Items listed in a dataset
=== Section Start ===

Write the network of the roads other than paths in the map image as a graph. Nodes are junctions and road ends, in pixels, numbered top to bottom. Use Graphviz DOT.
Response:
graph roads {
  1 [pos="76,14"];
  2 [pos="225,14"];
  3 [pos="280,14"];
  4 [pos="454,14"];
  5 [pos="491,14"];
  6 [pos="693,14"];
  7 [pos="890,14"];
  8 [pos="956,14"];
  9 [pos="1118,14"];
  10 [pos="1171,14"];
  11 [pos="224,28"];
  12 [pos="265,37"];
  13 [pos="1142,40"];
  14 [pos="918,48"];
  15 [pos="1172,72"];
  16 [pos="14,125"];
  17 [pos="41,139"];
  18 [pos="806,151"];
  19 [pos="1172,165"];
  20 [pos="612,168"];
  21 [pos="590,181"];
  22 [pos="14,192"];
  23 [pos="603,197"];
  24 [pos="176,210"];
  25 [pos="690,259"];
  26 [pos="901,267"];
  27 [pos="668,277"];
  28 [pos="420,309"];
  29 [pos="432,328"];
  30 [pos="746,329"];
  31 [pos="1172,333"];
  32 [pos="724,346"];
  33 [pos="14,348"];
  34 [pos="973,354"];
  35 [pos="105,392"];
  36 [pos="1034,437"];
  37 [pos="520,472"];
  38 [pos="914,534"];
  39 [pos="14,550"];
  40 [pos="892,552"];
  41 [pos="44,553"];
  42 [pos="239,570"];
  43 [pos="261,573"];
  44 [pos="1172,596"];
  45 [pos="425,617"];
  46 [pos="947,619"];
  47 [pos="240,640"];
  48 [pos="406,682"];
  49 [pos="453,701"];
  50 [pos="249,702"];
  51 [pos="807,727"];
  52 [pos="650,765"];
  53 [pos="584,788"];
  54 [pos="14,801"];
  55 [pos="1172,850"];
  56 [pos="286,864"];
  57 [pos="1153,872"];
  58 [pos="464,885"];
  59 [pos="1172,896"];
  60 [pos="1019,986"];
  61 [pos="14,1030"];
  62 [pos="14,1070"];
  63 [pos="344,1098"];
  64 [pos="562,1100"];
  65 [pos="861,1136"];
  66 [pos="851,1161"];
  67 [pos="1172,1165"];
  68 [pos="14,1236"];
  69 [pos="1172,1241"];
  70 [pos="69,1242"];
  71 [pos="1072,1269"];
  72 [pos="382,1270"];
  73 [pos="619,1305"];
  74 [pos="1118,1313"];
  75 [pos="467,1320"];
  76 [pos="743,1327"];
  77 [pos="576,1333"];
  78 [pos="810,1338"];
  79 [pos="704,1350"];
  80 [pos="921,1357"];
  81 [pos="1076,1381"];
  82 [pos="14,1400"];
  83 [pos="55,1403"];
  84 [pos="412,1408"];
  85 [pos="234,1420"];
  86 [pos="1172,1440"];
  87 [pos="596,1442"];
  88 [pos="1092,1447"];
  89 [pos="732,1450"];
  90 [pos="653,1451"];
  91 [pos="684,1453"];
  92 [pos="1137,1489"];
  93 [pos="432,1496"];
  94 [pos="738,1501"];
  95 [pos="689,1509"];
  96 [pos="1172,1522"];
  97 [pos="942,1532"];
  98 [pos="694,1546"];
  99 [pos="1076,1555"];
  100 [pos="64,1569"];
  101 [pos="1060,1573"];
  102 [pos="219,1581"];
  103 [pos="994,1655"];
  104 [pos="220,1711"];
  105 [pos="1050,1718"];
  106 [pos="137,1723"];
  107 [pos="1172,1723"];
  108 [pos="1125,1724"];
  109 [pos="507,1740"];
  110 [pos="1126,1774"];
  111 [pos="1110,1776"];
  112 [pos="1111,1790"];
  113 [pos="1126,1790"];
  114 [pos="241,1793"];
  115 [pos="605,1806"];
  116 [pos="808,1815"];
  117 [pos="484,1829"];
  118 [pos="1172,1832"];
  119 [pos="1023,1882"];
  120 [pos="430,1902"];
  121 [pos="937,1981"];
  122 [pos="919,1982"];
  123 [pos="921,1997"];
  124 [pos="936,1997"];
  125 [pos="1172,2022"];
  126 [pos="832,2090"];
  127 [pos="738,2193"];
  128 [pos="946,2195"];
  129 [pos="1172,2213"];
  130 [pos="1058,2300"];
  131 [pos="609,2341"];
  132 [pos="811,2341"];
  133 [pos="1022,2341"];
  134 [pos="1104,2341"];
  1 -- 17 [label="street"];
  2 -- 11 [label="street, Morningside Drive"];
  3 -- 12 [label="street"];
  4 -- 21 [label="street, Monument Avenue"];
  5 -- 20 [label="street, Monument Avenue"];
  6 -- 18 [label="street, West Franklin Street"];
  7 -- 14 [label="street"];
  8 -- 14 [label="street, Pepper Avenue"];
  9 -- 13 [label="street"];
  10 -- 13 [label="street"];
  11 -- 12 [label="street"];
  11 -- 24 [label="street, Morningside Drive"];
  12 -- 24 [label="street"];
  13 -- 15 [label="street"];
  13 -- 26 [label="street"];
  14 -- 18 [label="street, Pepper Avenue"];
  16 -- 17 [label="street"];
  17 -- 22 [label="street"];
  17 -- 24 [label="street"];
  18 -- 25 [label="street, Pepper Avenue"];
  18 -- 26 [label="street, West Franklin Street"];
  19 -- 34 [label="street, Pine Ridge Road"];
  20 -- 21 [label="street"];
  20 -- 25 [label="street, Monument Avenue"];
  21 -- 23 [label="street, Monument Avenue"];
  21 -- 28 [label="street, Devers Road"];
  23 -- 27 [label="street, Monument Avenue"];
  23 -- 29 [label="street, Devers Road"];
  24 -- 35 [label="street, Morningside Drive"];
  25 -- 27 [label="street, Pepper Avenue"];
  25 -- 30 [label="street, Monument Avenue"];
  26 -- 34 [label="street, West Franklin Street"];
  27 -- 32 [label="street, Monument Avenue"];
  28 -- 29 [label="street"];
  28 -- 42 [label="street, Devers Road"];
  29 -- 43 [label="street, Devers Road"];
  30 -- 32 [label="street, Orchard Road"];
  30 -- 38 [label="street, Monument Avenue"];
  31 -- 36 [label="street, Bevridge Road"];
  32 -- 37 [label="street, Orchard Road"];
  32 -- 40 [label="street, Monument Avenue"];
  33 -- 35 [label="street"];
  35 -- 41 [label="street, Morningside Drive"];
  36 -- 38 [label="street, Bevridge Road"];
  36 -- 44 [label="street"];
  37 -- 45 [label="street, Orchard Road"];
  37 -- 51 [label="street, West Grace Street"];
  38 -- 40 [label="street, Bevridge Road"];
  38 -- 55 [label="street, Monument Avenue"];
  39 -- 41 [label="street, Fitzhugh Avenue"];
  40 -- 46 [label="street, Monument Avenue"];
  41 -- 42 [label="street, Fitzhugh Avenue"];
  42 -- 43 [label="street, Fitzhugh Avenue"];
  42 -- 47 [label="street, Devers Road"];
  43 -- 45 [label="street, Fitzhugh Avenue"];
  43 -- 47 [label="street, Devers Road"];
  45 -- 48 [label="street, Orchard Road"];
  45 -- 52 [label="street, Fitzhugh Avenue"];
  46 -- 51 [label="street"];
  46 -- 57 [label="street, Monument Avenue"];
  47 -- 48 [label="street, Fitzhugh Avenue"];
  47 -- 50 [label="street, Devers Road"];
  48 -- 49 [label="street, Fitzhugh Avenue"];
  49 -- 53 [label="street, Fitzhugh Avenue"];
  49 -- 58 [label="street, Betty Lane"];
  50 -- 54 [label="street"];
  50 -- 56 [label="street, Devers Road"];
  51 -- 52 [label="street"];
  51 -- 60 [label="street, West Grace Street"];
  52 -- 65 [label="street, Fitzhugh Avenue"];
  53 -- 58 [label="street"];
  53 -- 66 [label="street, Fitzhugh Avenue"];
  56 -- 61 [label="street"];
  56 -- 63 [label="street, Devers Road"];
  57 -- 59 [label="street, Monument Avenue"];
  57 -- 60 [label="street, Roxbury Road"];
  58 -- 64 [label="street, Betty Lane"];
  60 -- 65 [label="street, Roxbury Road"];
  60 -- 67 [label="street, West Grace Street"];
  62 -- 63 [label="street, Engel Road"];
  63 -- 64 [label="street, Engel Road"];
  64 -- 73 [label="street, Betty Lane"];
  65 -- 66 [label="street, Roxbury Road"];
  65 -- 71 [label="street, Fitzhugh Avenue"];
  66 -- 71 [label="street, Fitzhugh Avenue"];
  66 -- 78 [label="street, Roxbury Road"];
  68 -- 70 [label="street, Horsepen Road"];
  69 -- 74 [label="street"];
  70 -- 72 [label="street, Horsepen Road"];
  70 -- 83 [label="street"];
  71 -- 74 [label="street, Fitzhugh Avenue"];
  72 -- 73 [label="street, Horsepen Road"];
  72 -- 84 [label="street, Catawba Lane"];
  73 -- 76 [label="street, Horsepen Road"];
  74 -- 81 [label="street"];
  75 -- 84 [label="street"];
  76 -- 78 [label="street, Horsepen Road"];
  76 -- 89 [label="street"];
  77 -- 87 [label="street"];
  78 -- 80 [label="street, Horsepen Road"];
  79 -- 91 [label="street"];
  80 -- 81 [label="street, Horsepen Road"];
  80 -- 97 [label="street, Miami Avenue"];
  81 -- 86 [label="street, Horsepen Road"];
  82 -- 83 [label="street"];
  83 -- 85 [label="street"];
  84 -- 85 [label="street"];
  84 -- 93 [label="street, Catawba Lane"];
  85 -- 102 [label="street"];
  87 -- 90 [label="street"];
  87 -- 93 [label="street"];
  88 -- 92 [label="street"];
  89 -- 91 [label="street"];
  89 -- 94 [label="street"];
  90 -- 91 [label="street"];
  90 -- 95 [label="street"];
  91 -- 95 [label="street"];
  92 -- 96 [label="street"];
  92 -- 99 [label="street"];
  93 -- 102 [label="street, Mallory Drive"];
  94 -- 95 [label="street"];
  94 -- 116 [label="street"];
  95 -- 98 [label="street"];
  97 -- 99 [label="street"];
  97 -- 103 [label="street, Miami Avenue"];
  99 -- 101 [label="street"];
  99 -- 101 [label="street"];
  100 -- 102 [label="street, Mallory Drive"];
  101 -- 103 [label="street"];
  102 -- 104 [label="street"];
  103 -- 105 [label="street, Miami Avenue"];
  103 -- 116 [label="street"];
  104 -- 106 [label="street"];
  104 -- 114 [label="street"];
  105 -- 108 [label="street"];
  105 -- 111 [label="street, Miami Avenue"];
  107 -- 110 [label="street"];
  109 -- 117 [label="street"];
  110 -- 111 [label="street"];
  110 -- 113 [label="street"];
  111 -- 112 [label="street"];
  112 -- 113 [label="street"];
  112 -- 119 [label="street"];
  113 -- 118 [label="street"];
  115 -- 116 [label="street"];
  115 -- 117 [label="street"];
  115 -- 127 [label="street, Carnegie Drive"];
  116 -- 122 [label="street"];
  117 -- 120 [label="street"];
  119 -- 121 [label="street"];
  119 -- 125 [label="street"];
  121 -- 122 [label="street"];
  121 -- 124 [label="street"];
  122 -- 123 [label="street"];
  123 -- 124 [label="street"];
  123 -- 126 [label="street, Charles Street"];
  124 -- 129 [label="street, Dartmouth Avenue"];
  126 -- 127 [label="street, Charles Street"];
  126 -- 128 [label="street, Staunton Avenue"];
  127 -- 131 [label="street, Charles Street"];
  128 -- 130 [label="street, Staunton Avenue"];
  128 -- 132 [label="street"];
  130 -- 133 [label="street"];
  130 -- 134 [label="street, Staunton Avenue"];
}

=== Section End ===

EXERCISE PROMPT:
Using the data above, show each line where "Bevridge" occurs.

SOLUTION TO THIS PROBLEM:
  31 -- 36 [label="street, Bevridge Road"];
  36 -- 38 [label="street, Bevridge Road"];
  38 -- 40 [label="street, Bevridge Road"];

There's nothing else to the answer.